14 Making reproducible examples

Written by Marija Pejcinovska and last updated on 5 Feb 2022.

14.1 Introduction

In this lesson you will:

learn about using reproducible examples to solve R issues
learn how to create reproducible examples
get introduced to packages that ease the pain of making reproducible examples

Prerequisite skills include:

Installing packages, troubleshooting, and asking for help

14.2 Seeking help the helpful way

At this point in the toolkit you have probably picked up a troubleshooting trick or two. In fact, you may have already googled how to code up something in R or have come across useful discussions on Stack Exchange or Stack Overflow.

Most of the time, you are likely to face issues many R users have grappled with before. In a way, this is nice. It means it should be much easier to find a solution to your problem online, usually with only a few google searches. Other times, however, you might come across a more challenging problem and the solution might not be as readily available online. In such a situation — assuming you’ve exhausted all other debugging and troubleshooting options — it’s possible that you would need to ask for some help online. Fortunately, as you’ve been making your way through this toolkit, you have probably already learned where to turn for help when needed.

At this point, knowing how to create a reproducible example (or reprex for short) would come in handy. The idea of a reprex is exactly what you might expect: it is a minimal, illustrative example that will reproduce the issue you are facing, so that others could help you solve it more easily.

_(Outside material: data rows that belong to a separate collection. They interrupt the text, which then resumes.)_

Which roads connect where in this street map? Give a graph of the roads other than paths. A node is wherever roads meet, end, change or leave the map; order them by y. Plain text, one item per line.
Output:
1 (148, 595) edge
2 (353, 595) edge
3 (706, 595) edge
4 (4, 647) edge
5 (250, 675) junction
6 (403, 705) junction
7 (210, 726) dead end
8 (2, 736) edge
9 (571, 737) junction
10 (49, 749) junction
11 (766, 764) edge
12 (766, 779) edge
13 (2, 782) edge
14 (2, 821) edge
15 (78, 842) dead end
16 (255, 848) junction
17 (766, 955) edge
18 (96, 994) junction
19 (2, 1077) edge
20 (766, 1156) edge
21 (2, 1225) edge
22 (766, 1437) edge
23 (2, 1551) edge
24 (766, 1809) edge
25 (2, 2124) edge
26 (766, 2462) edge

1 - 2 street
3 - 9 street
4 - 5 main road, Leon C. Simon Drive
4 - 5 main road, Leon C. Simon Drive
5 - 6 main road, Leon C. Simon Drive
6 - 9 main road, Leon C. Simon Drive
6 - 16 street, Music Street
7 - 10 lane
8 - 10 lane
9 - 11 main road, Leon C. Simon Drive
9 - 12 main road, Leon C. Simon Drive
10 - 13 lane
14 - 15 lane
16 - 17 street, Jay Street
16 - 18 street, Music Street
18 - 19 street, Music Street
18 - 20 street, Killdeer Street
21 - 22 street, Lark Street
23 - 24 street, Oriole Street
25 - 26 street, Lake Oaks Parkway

Not all reprexes are created equal, however. In order for you to engage productively with the R community and get the help you need, you should help the reader understand your problem with as little effort on their part as possible. This means that a reprex needs to be minimal and self-contained, so that those helping you can simply copy and paste your R code, reproduce the error and understand your issue… and hopefully help you solve it, of course.

14.3 Elements of a reprex

So, what does a reprex look like?

All reproducible examples have these few elements in common:

a minimal data set on which the code can be run and the error reproduced.
a minimal, runnable piece of code that is well formatted and produces the same error when run on the supplied minimal data set.
call to any necessary R packages + any relevant pieces of information about your R environment when the issue was encountered.

14.4 Creating a data set for a reprex

You should always provide some data along with your reproducible example, so that you can easily illustrate your issue.

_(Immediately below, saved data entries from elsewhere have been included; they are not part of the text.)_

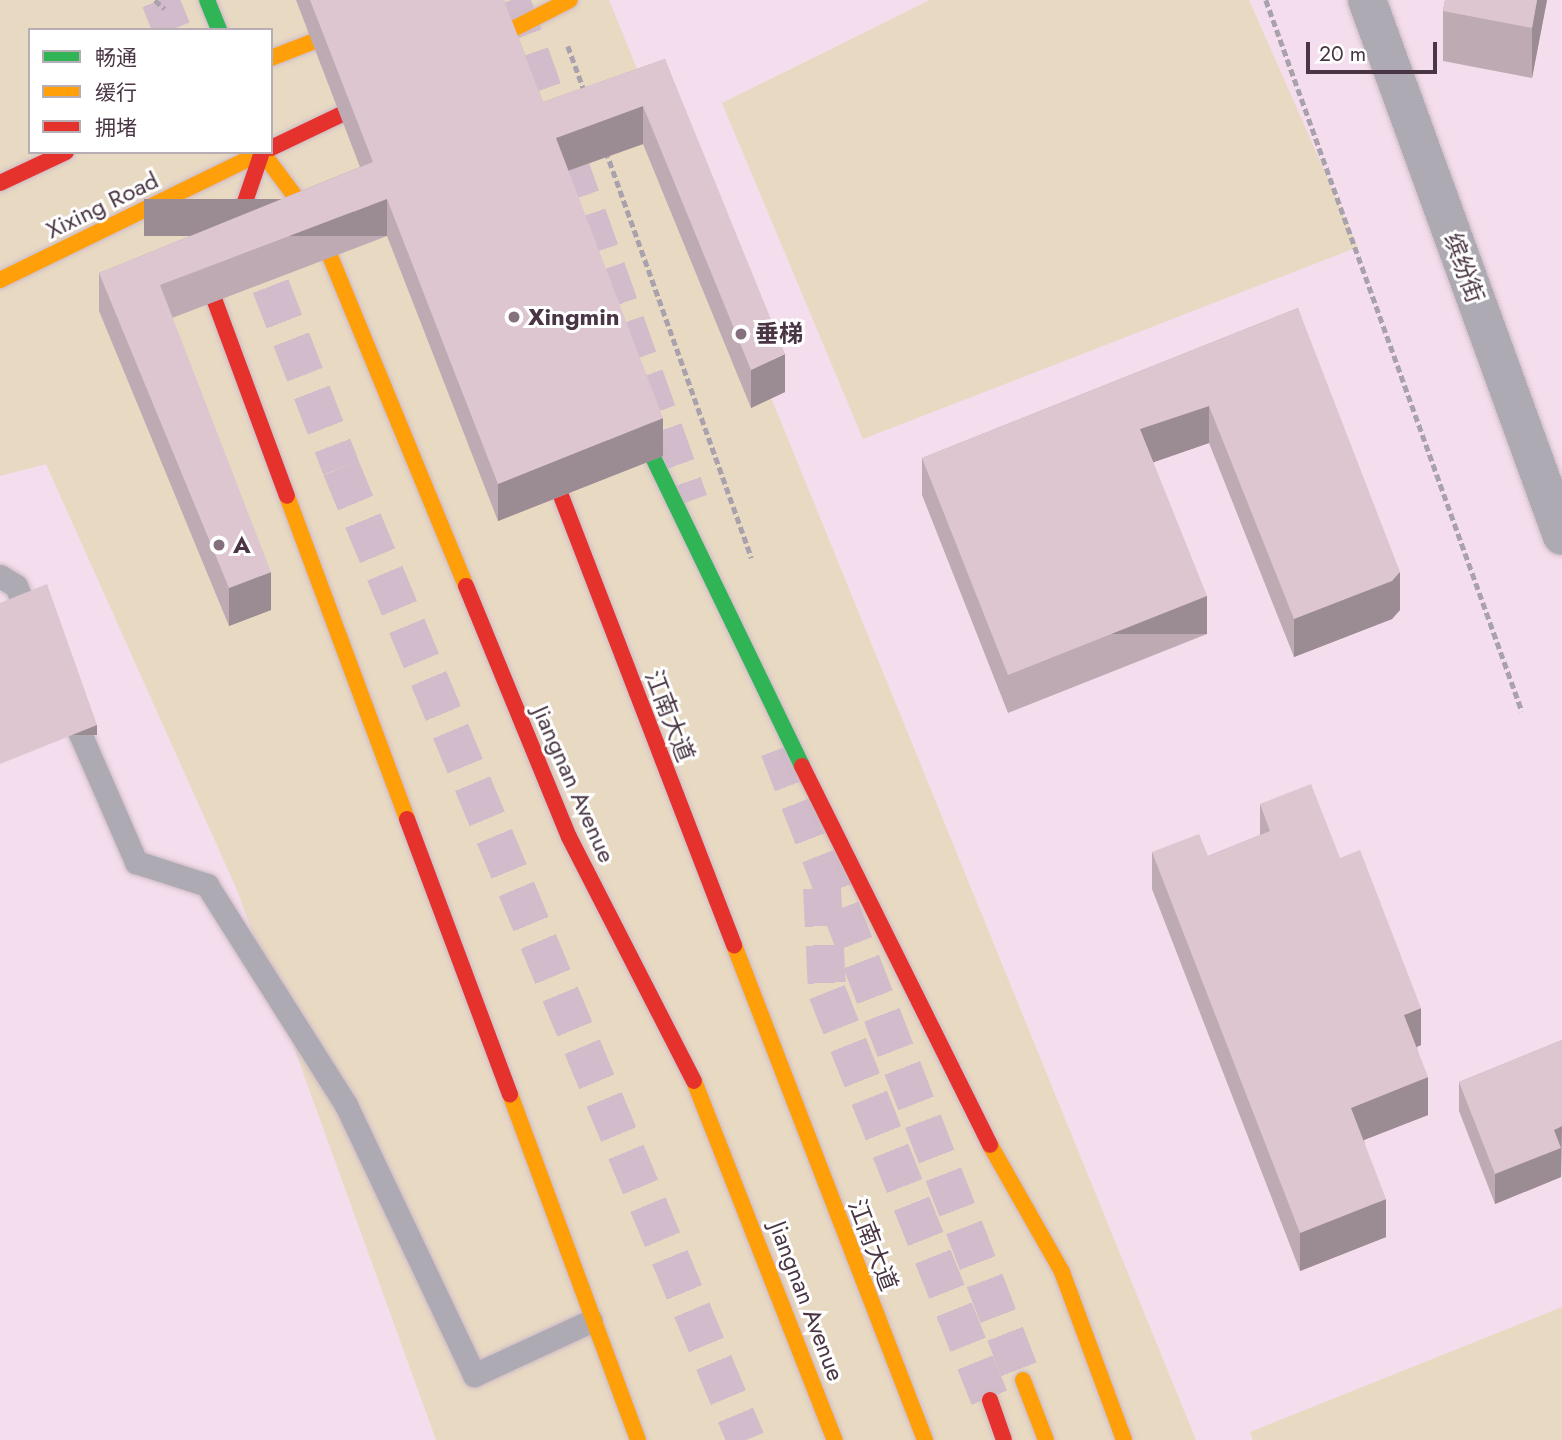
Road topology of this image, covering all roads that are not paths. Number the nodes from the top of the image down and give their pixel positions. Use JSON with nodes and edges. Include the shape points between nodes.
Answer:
{"nodes":[{"id":1,"x":207,"y":0,"type":"edge"},
{"id":2,"x":420,"y":0,"type":"edge"},
{"id":3,"x":1367,"y":0,"type":"edge"},
{"id":4,"x":562,"y":3,"type":"edge"},
{"id":5,"x":402,"y":10,"type":"edge"},
{"id":6,"x":218,"y":28,"type":"edge"},
{"id":7,"x":273,"y":57,"type":"edge"},
{"id":8,"x":451,"y":61,"type":"edge"},
{"id":9,"x":404,"y":84,"type":"edge"},
{"id":10,"x":273,"y":147,"type":"edge"},
{"id":11,"x":62,"y":154,"type":"edge"},
{"id":12,"x":258,"y":154,"type":"edge"},
{"id":13,"x":261,"y":154,"type":"edge"},
{"id":14,"x":263,"y":154,"type":"edge"},
{"id":15,"x":0,"y":183,"type":"edge"},
{"id":16,"x":0,"y":280,"type":"edge"},
{"id":17,"x":620,"y":391,"type":"edge"},
{"id":18,"x":534,"y":427,"type":"edge"},
{"id":19,"x":1562,"y":536,"type":"edge"},
{"id":20,"x":0,"y":576,"type":"edge"},
{"id":21,"x":43,"y":649,"type":"edge"},
{"id":22,"x":60,"y":686,"type":"edge"},
{"id":23,"x":591,"y":1321,"type":"junction"},
{"id":24,"x":1023,"y":1380,"type":"tunnel mouth"},
{"id":25,"x":990,"y":1400,"type":"tunnel mouth"},
{"id":26,"x":638,"y":1440,"type":"edge"},
{"id":27,"x":835,"y":1440,"type":"edge"},
{"id":28,"x":925,"y":1440,"type":"edge"},
{"id":29,"x":1004,"y":1440,"type":"edge"},
{"id":30,"x":1045,"y":1440,"type":"edge"},
{"id":31,"x":1124,"y":1440,"type":"edge"}],
"edges":[{"from":1,"to":6,"type":"main road"},
{"from":2,"to":5,"type":"main road"},
{"from":3,"to":19,"type":"street","name":"缤纷街"},
{"from":4,"to":8,"type":"main road"},
{"from":5,"to":7,"type":"main road"},
{"from":9,"to":10,"type":"main road"},
{"from":11,"to":15,"type":"main road"},
{"from":12,"to":16,"type":"main road","name":"Xixing Road"},
{"from":13,"to":23,"type":"main road","via":[[213,296]]},
{"from":14,"to":27,"type":"main road","name":"Jiangnan Avenue","via":[[318,227],[569,837],[714,1121]]},
{"from":17,"to":31,"type":"main road","via":[[953,1078],[1062,1272]]},
{"from":18,"to":28,"type":"main road","name":"江南大道"},
{"from":20,"to":21,"type":"lane","via":[[16,586]]},
{"from":22,"to":23,"type":"lane","via":[[135,862],[207,884],[346,1105],[474,1375]]},
{"from":23,"to":26,"type":"main road"},
{"from":24,"to":30,"type":"main road"},
{"from":25,"to":29,"type":"main road"}]}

At times, it might not be possible, or advisable, to share the actual data you’ve been working on. In fact, it is probably more practical (and likely, much simpler) to create a “toy” data set which will produce the same error or issue you’ve been dealing with.

Here are a few ways of doing this.

You could create your own data by using functions such as those in the tibble package. As an example, consider the data frame below. Here we’ve used the tibble() function to create a very small data frame with 4 variables (x, y, z, and w) each with 4 observations (Note: tibble() in the tidyverse is similar to the data.frame() function in base R). An alternative way of creating a data frame is through the tribble() function, where tribble is simply short for transposed tibble, the syntax for which is visually easier but a little less common (call ?tribble at the R prompt to launch the help file)

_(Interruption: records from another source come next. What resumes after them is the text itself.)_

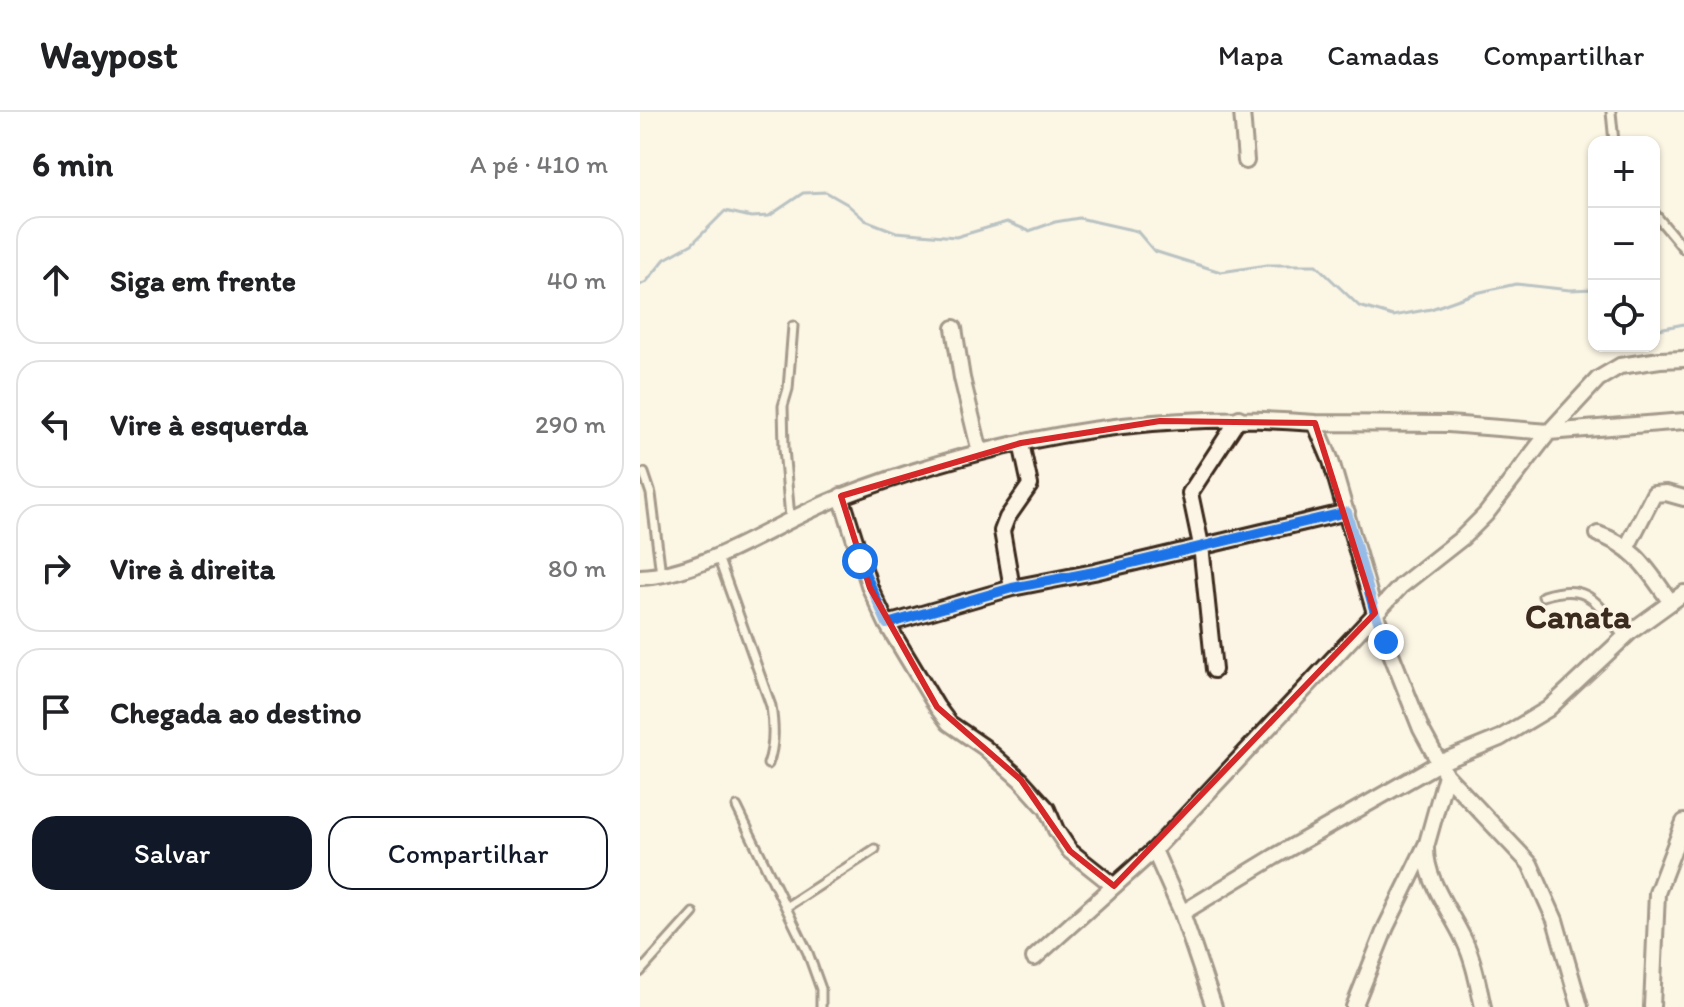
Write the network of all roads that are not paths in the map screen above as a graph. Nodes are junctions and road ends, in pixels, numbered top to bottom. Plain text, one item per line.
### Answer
1 (1242, 112) edge
2 (1611, 112) edge
3 (1613, 136) edge
4 (1246, 161) dead end
5 (1660, 220) edge
6 (1684, 249) edge
7 (793, 326) dead end
8 (954, 328) dead end
9 (1684, 359) edge
10 (1239, 418) junction
11 (1684, 421) edge
12 (1315, 423) junction
13 (1549, 432) junction
14 (1021, 443) junction
15 (980, 452) junction
16 (644, 473) dead end
17 (841, 496) junction
18 (1684, 498) edge
19 (1347, 512) junction
20 (790, 518) junction
21 (1598, 534) dead end
22 (1201, 545) junction
23 (1627, 547) junction
24 (717, 555) junction
25 (661, 576) junction
26 (640, 577) edge
27 (1012, 588) junction
28 (640, 589) edge
29 (1684, 593) edge
30 (1543, 596) dead end
31 (1670, 601) junction
32 (1375, 613) junction
33 (887, 624) junction
34 (1624, 637) junction
35 (1214, 670) dead end
36 (768, 764) dead end
37 (1442, 769) junction
38 (737, 807) dead end
39 (1684, 822) edge
40 (1427, 843) junction
41 (875, 849) dead end
42 (1154, 850) junction
43 (1114, 886) junction
44 (786, 907) junction
45 (693, 913) dead end
46 (1182, 913) junction
47 (1034, 958) dead end
48 (640, 972) edge
49 (821, 1007) edge
50 (1214, 1007) edge
51 (1354, 1007) edge
52 (1483, 1007) edge
53 (1580, 1007) edge
54 (1652, 1007) edge

1 - 4 street
2 - 3 lane
5 - 6 lane
7 - 20 lane
8 - 15 street
9 - 13 street
10 - 12 street
10 - 14 street
10 - 22 street
11 - 13 street
12 - 13 street
12 - 19 street
13 - 32 street
14 - 15 street
14 - 27 street
15 - 17 street
16 - 25 lane
17 - 20 street
17 - 33 street
18 - 23 street
19 - 22 street
19 - 32 street
20 - 24 street
21 - 23 street
22 - 27 street
22 - 35 street
23 - 31 street
24 - 25 street
24 - 36 lane
25 - 26 street
25 - 28 street
27 - 33 street
29 - 31 street
30 - 34 lane
31 - 34 street
32 - 37 street
32 - 42 street
33 - 43 street
34 - 37 street
37 - 40 street
37 - 46 street
37 - 53 street
38 - 44 lane
39 - 54 street
40 - 51 street
40 - 52 street
41 - 44 lane
42 - 43 street
42 - 46 street
43 - 47 street
44 - 49 lane
45 - 48 lane
46 - 50 street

first_toy_data <- tibble (
  x = 1:4,
  y = c("a", "b", "c", "d"),
  z = x + x^2,
  w = c("yes", "no", "yes", "yes")
)
first_toy_data
#> # A tibble: 4 × 4
#>       x y         z w    
#>   <int> <chr> <dbl> <chr>
#> 1     1 a         2 yes  
#> 2     2 b         6 no   
#> 3     3 c        12 yes  
#> 4     4 d        20 yes

Alternatively, you could consider using some of the built-in R data sets. To see the available data sets, try typing data() at the prompt in your R console. As you keep learning R you’ll notice many examples that feature, say, the mtcars or iris data sets. These data sets do get a little boring over time, but you shouldn’t really worry about the dullness of your data when making a reprex. In fact, feel free to bore your helpers with you choices. If you do end up using built-in data, you might want to consider using only a subset of the data set. You can do this by making use of the head() or sample() or slice() functions.
Finally, whatever data you are sharing you might find the dput() function helpful. The function will write a text representation of your data which others can then copy-and-paste into their own R scripts to get your data. dput essentially generates the R code necessary to recreate your data. The output from dput would look something like this:


dput(first_toy_data)
#> structure(list(x = 1:4, y = c("a", "b", "c", "d"), z = c(2, 6, 
#> 12, 20), w = c("yes", "no", "yes", "yes")), class = c("tbl_df", 
#> "tbl", "data.frame"), row.names = c(NA, -4L))

Running the output from dput() will create exactly the data object first_toy_data we created above. This is, indeed, the behavior we want. Run the code below to see for yourself.


structure(list(x = 1:4, y = c("a", "b", "c", "d"), z = c(2, 6, 
12, 20), w = c("yes", "no", "yes", "yes")), row.names = c(NA, 
-4L), class = c("tbl_df", "tbl", "data.frame"))

14.5 Adding code

The code in your reproducible example should be easy to understand and stripped down to the most bare version that would allow those helping you to replicate your errors.

Here are a few things you might want to keep in mind as you are readying code for a reprex:

Make sure you only include necessary code!! This simply means including only enough code to reproduce your problem; and not everything that is in your R script.
Try to format the code properly. This will make it easier for people to read and understand it. If you are unsure of the recommended formatting styles check out the tutorial on coding style in this toolkit (or consult Hadley Wickham’s tidyverse style guide).
Comment your code if necessary (recall that we use # to begin a comment in an R code chunk).
Don’t copy and paste code from the console!! Console output contains characters that would make it difficult for folks to re-run your code without doing additional work. This might be an even bigger problem if you post your copied console output to an online forum. The special characters in the console output might be interpreted as special formatting symbols which can render your post unreadable!
If the code that created your data uses any random generation of values (e.g. sample(), rnorm(), runif() etc.) you need to use the set.seed() function. This will fix the starting number used in generating a sequence of random values, making your data easy to replicate exactly.
Always test your code in a new, empty R session! This means that before you upload any code and ask for help on Stack Overflow or Slack or RStudio community forums you should make sure that the code runs outside of the R environment where it was created.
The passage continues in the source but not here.